'Cold feet' can be a saving grace 0
When it comes to taking the leap into matrimony, go with your gut.
Or, better yet, go with your feet.
"Cold feet" is a term often used to describe the feelings of nervousness, restlessness or even fear that can grip a bride- or groom-to-be before the big day. And although it's fairly common, cold feet can sometimes be an indicator or warning sign of problems within the relationship.
Bess, now 39, got engaged at age 19 to the only boyfriend she had ever had.
"We both came from a very religious culture where dating wasn't encouraged except for the purpose of marriage, so there was a lot of pressure to date just the one person, only, ever," Bess says. "I began dating him when I was 17 and he was 26. It was a huge age gap that meant a lot more as our relationship progressed and we discovered we were in completely different life phases."
Bess experienced many doubts and cold feet in the weeks and months before her wedding, but went through with it all the same.
"The fact that we were not a rich family and my parents had spent a lot of money on the wedding was definitely an influence, as was the social pressures of our religious system," she says. "By the time the day itself came, I'd convinced myself I was doing the right thing and that by obeying God and my husband, it would all work out just fine."
Their marriage lasted nine years.
"In the end, the woman I became bore almost no resemblance to the teenaged girl he'd asked to marry him."
Lots of people chalk cold feet up to just pre-wedding jitters or nervousness about the day itself.

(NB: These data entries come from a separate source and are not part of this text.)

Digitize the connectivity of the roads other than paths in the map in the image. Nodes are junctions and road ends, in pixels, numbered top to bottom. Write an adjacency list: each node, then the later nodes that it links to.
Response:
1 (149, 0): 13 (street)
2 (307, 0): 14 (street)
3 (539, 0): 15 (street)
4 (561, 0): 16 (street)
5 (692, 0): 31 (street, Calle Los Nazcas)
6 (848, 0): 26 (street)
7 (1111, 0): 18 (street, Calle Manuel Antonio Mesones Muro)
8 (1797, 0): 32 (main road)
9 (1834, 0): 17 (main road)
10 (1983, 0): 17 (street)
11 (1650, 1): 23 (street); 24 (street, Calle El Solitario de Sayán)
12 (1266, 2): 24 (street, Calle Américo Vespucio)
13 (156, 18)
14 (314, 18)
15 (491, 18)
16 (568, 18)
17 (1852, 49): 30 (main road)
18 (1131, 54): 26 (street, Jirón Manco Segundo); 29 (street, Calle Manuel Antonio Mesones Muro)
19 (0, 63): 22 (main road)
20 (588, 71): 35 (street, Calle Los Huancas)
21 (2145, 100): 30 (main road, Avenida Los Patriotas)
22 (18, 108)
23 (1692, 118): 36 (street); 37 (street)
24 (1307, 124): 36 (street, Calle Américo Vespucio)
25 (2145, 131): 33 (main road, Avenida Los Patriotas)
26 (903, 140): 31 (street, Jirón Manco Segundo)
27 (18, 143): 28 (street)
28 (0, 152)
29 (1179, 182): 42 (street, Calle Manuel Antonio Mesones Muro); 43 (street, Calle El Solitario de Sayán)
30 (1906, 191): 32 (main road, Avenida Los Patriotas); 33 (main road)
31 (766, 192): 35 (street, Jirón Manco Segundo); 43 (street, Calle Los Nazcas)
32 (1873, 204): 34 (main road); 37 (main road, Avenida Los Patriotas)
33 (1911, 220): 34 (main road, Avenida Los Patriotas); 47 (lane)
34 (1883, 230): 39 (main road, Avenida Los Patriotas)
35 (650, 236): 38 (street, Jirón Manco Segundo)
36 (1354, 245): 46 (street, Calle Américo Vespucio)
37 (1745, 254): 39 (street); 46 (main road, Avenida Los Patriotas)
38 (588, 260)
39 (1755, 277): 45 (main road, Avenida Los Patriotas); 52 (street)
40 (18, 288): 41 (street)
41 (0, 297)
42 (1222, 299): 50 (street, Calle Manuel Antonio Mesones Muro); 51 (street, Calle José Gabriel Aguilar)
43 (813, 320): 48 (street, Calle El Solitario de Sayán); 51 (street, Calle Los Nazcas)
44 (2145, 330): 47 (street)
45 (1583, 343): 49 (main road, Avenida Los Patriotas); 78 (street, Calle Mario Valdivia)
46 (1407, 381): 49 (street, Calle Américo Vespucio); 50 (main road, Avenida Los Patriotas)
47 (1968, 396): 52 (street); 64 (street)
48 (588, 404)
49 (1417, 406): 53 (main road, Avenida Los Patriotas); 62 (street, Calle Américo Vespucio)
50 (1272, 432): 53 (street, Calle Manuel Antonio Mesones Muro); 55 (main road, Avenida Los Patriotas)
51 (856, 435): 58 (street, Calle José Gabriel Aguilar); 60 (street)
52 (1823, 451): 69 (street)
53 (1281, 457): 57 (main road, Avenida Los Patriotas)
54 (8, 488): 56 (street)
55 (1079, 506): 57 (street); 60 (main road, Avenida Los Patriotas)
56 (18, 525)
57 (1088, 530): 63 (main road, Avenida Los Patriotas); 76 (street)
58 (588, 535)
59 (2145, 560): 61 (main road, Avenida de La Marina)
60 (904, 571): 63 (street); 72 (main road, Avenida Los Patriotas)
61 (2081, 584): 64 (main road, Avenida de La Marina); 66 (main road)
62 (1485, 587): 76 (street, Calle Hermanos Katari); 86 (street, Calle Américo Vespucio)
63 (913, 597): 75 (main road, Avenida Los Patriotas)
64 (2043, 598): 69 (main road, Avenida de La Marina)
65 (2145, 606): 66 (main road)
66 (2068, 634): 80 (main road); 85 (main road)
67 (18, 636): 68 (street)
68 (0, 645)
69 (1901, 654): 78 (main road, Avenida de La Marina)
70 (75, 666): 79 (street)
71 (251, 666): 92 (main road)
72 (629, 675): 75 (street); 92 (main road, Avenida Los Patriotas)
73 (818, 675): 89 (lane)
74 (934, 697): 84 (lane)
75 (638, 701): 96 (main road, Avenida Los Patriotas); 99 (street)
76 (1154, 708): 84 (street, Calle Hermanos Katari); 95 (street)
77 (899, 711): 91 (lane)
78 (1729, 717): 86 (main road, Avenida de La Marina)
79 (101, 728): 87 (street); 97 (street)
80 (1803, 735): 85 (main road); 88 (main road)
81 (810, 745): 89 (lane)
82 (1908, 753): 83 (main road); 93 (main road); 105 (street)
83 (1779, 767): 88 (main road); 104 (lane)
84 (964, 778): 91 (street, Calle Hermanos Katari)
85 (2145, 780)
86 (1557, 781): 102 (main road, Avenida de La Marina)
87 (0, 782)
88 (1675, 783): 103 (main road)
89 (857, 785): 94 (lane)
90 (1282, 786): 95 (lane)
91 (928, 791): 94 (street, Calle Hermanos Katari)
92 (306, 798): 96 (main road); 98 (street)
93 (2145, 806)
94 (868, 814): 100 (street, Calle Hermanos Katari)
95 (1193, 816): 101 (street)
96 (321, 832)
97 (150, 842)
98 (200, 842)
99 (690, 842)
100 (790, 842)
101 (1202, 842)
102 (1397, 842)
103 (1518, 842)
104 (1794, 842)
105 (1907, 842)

But could cold feet be our subconscious brain trying to tell us that something is very wrong here?
Couples counsellor Bernie Golden says that cold feet can mean different things at different times to different people.
"If somebody says they have cold feet, they might be saying, 'I don't know if I want to marry this person,'" he says. "Somebody else might say they've got cold feet, and they're simply nervous and it's really got nothing to do with the relationship."
Golden says that individuals and couples with cold feet should take a big step back and assess the relationship.
"Ask yourself - 'Is this going to work?'"
Renee, 37, ended her engagement to her English fiancé when a bout of cold feet made her realize that marriage was not at all what she wanted.
"I do believe I made the right decision and have never regretted it," she says. "I was able to reconnect with my life and myself after having been away for so long. I was able to fully integrate all the things I learned about myself in that time without being part of a couple."
What is her advice to those suffering from pre-wedding anxiety and doubts?
"Think long and hard about why you want to be married and what exactly is giving you cold feet. Personally, I would rather be a runaway bride than divorced a few years later."